++++ THE DATA ++++

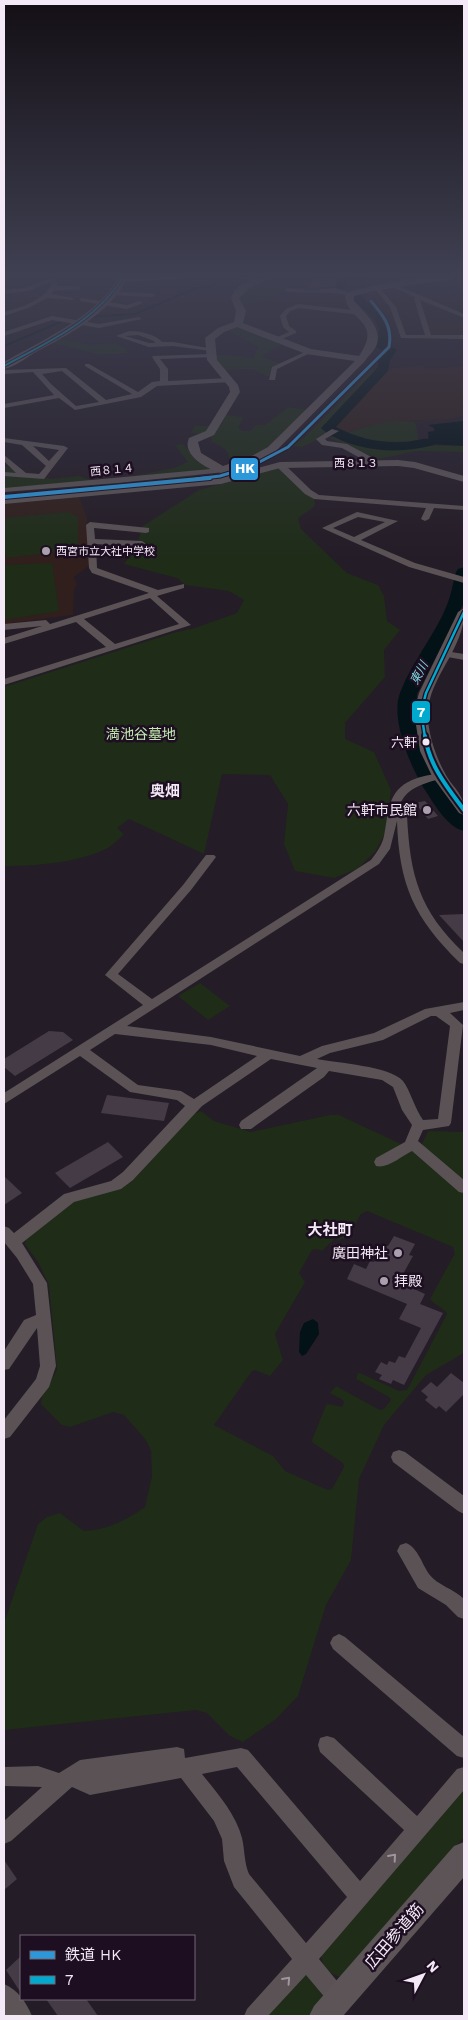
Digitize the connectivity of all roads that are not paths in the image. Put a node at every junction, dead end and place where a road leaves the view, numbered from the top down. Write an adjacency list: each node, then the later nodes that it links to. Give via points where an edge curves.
1 (44, 371): 8 (street)
2 (67, 371): 14 (street)
3 (97, 371): 13 (street)
4 (164, 371): 11 (street)
5 (222, 371): 10 (street)
6 (273, 371): 9 (street)
7 (351, 371): 24 (street, via 272,449)
8 (37, 372): 12 (street)
9 (272, 378)
10 (229, 380): 11 (street); 23 (street, via 235,392 217,424 192,443 196,454)
11 (164, 383): 13 (street, via 155,384)
12 (60, 396): 14 (street, via 75,408); 15 (street)
13 (138, 396): 14 (street)
14 (106, 403)
15 (4, 406)
16 (335, 431): 20 (street, via 320,439 344,446)
17 (4, 440): 18 (street)
18 (25, 443): 22 (street); 22 (street, via 64,448)
19 (4, 457): 26 (street)
20 (376, 463): 21 (street, 西８１３); 28 (street, 西８１３, via 415,465)
21 (280, 465): 24 (street, 西８１３); 32 (street, via 317,497)
22 (50, 466): 27 (street)
23 (222, 470): 24 (street); 29 (street, 西８１４)
24 (244, 470): 31 (street, via 221,480)
25 (4, 474): 26 (street)
26 (24, 476): 27 (street)
27 (41, 477): 29 (street)
28 (464, 479)
29 (48, 487): 30 (street, 西８１４)
30 (4, 490)
31 (4, 501)
32 (431, 506): 33 (street); 34 (street)
33 (464, 508)
34 (425, 519)
35 (146, 530): 37 (street, via 90,525)
36 (354, 540): 36 (street, via 326,528 357,514 394,521); 39 (street, via 424,569)
37 (91, 541): 38 (street); 41 (street, via 95,571)
38 (142, 544)
39 (464, 580)
40 (181, 586): 41 (street)
41 (155, 594): 43 (street); 47 (street, via 186,625)
42 (464, 612): 45 (street)
43 (78, 619): 44 (street); 46 (street); 47 (street)
44 (4, 627)
45 (461, 629): 48 (street)
46 (4, 641)
47 (112, 647): 50 (street)
48 (445, 654): 49 (street); 51 (street, via 426,693 421,712)
49 (464, 657)
50 (4, 682)
51 (431, 778): 52 (street); 53 (street, via 401,791)
52 (464, 810)
53 (393, 812): 55 (street, via 402,815 402,846 412,893 423,914); 56 (street, via 384,854 375,862)
54 (210, 857): 56 (street, via 111,975)
55 (464, 960)
56 (150, 1004): 59 (street)
57 (464, 1006): 58 (street)
58 (439, 1011): 62 (street, via 429,1012 378,1037 327,1049); 67 (street, via 457,1025 444,1123)
59 (112, 1029): 60 (street); 61 (street, via 211,1041)
60 (80, 1050): 64 (street); 65 (street, via 135,1089 181,1096)
61 (269, 1054): 62 (street); 65 (street)
62 (301, 1061): 63 (street)
63 (326, 1066): 66 (street); 67 (street, via 386,1076 398,1084)
64 (4, 1099)
65 (194, 1106): 71 (street, via 116,1185 69,1198)
66 (246, 1125)
67 (419, 1125): 68 (street, via 411,1140)
68 (413, 1144): 69 (street); 70 (street)
69 (381, 1162)
70 (464, 1188)
71 (9, 1237): 72 (street, via 40,1283)
72 (43, 1319): 73 (street, via 29,1324); 74 (street, via 48,1366 43,1382)
73 (4, 1364)
74 (4, 1432)
75 (399, 1457): 76 (street)
76 (464, 1506)
77 (406, 1551): 78 (street, via 424,1582 452,1599)
78 (464, 1611)
79 (339, 1643): 81 (street)
80 (327, 1745): 86 (street)
81 (463, 1746)
82 (181, 1762): 85 (street, via 103,1784 90,1785); 89 (street, via 241,1757); 90 (street, via 221,1814 232,1838 234,1861 241,1880)
83 (464, 1776): 86 (street)
84 (4, 1777): 85 (street)
85 (66, 1779): 87 (street)
86 (417, 1829): 89 (street, one-way to 86)
87 (4, 1834)
88 (464, 1856): 92 (street, 広田参道筋)
89 (359, 1896): 90 (street)
90 (306, 1959): 92 (street); 94 (street, one-way to 90)
91 (4, 1999): 93 (street)
92 (333, 2009)
93 (17, 2016)
94 (254, 2016)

++++

ACTIVITY =
Every record above should be transcribed exactly; the pictures stay out of the copy.

EXERCISE OUTPUT =
Digitize the connectivity of all roads that are not paths in the image. Put a node at every junction, dead end and place where a road leaves the view, numbered from the top down. Write an adjacency list: each node, then the later nodes that it links to. Give via points where an edge curves.
1 (44, 371): 8 (street)
2 (67, 371): 14 (street)
3 (97, 371): 13 (street)
4 (164, 371): 11 (street)
5 (222, 371): 10 (street)
6 (273, 371): 9 (street)
7 (351, 371): 24 (street, via 272,449)
8 (37, 372): 12 (street)
9 (272, 378)
10 (229, 380): 11 (street); 23 (street, via 235,392 217,424 192,443 196,454)
11 (164, 383): 13 (street, via 155,384)
12 (60, 396): 14 (street, via 75,408); 15 (street)
13 (138, 396): 14 (street)
14 (106, 403)
15 (4, 406)
16 (335, 431): 20 (street, via 320,439 344,446)
17 (4, 440): 18 (street)
18 (25, 443): 22 (street); 22 (street, via 64,448)
19 (4, 457): 26 (street)
20 (376, 463): 21 (street, 西８１３); 28 (street, 西８１３, via 415,465)
21 (280, 465): 24 (street, 西８１３); 32 (street, via 317,497)
22 (50, 466): 27 (street)
23 (222, 470): 24 (street); 29 (street, 西８１４)
24 (244, 470): 31 (street, via 221,480)
25 (4, 474): 26 (street)
26 (24, 476): 27 (street)
27 (41, 477): 29 (street)
28 (464, 479)
29 (48, 487): 30 (street, 西８１４)
30 (4, 490)
31 (4, 501)
32 (431, 506): 33 (street); 34 (street)
33 (464, 508)
34 (425, 519)
35 (146, 530): 37 (street, via 90,525)
36 (354, 540): 36 (street, via 326,528 357,514 394,521); 39 (street, via 424,569)
37 (91, 541): 38 (street); 41 (street, via 95,571)
38 (142, 544)
39 (464, 580)
40 (181, 586): 41 (street)
41 (155, 594): 43 (street); 47 (street, via 186,625)
42 (464, 612): 45 (street)
43 (78, 619): 44 (street); 46 (street); 47 (street)
44 (4, 627)
45 (461, 629): 48 (street)
46 (4, 641)
47 (112, 647): 50 (street)
48 (445, 654): 49 (street); 51 (street, via 426,693 421,712)
49 (464, 657)
50 (4, 682)
51 (431, 778): 52 (street); 53 (street, via 401,791)
52 (464, 810)
53 (393, 812): 55 (street, via 402,815 402,846 412,893 423,914); 56 (street, via 384,854 375,862)
54 (210, 857): 56 (street, via 111,975)
55 (464, 960)
56 (150, 1004): 59 (street)
57 (464, 1006): 58 (street)
58 (439, 1011): 62 (street, via 429,1012 378,1037 327,1049); 67 (street, via 457,1025 444,1123)
59 (112, 1029): 60 (street); 61 (street, via 211,1041)
60 (80, 1050): 64 (street); 65 (street, via 135,1089 181,1096)
61 (269, 1054): 62 (street); 65 (street)
62 (301, 1061): 63 (street)
63 (326, 1066): 66 (street); 67 (street, via 386,1076 398,1084)
64 (4, 1099)
65 (194, 1106): 71 (street, via 116,1185 69,1198)
66 (246, 1125)
67 (419, 1125): 68 (street, via 411,1140)
68 (413, 1144): 69 (street); 70 (street)
69 (381, 1162)
70 (464, 1188)
71 (9, 1237): 72 (street, via 40,1283)
72 (43, 1319): 73 (street, via 29,1324); 74 (street, via 48,1366 43,1382)
73 (4, 1364)
74 (4, 1432)
75 (399, 1457): 76 (street)
76 (464, 1506)
77 (406, 1551): 78 (street, via 424,1582 452,1599)
78 (464, 1611)
79 (339, 1643): 81 (street)
80 (327, 1745): 86 (street)
81 (463, 1746)
82 (181, 1762): 85 (street, via 103,1784 90,1785); 89 (street, via 241,1757); 90 (street, via 221,1814 232,1838 234,1861 241,1880)
83 (464, 1776): 86 (street)
84 (4, 1777): 85 (street)
85 (66, 1779): 87 (street)
86 (417, 1829): 89 (street, one-way to 86)
87 (4, 1834)
88 (464, 1856): 92 (street, 広田参道筋)
89 (359, 1896): 90 (street)
90 (306, 1959): 92 (street); 94 (street, one-way to 90)
91 (4, 1999): 93 (street)
92 (333, 2009)
93 (17, 2016)
94 (254, 2016)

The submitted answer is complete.